***** MATERIALS PROVIDED

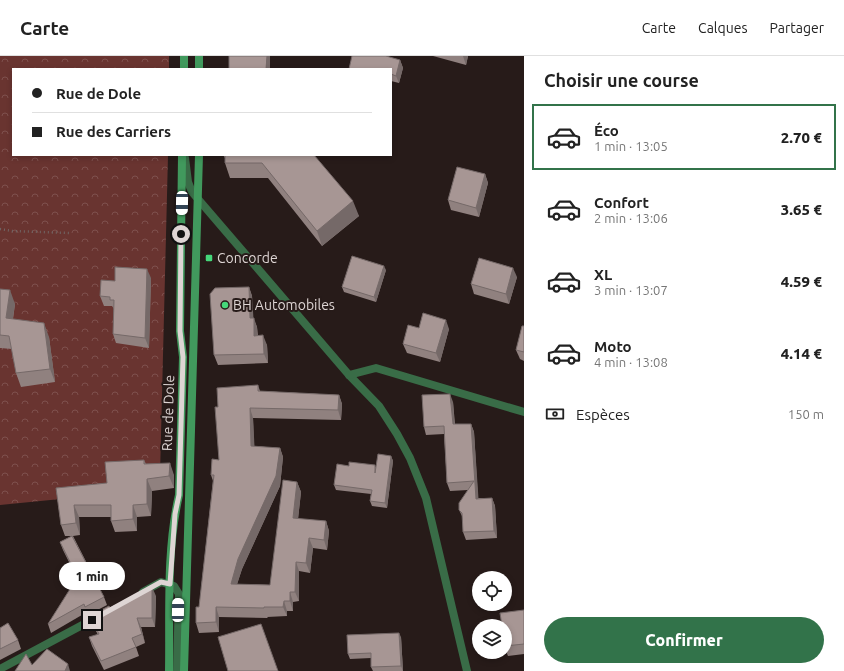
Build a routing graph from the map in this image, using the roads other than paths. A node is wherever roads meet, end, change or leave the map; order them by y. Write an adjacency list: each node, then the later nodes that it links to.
1 (184, 56): 3 (main road)
2 (199, 56): 4 (main road)
3 (184, 68)
4 (199, 68)
5 (183, 156): 8 (street)
6 (183, 156): 11 (main road, Rue de Dole)
7 (199, 156): 8 (main road, Rue de Dole)
8 (199, 199): 9 (street); 17 (main road, Rue de Dole)
9 (349, 375): 10 (street); 18 (street)
10 (524, 412)
11 (170, 584): 12 (street); 15 (main road, Rue de Dole); 16 (street)
12 (137, 596)
13 (109, 610): 14 (street)
14 (0, 670)
15 (169, 671)
16 (177, 671)
17 (184, 671)
18 (467, 671)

**********

## YOUR OBJECTIVE
Without the pictures, return all the records precisely as they stand.

## OUTPUT FOR THIS EXERCISE
Build a routing graph from the map in this image, using the roads other than paths. A node is wherever roads meet, end, change or leave the map; order them by y. Write an adjacency list: each node, then the later nodes that it links to.
1 (184, 56): 3 (main road)
2 (199, 56): 4 (main road)
3 (184, 68)
4 (199, 68)
5 (183, 156): 8 (street)
6 (183, 156): 11 (main road, Rue de Dole)
7 (199, 156): 8 (main road, Rue de Dole)
8 (199, 199): 9 (street); 17 (main road, Rue de Dole)
9 (349, 375): 10 (street); 18 (street)
10 (524, 412)
11 (170, 584): 12 (street); 15 (main road, Rue de Dole); 16 (street)
12 (137, 596)
13 (109, 610): 14 (street)
14 (0, 670)
15 (169, 671)
16 (177, 671)
17 (184, 671)
18 (467, 671)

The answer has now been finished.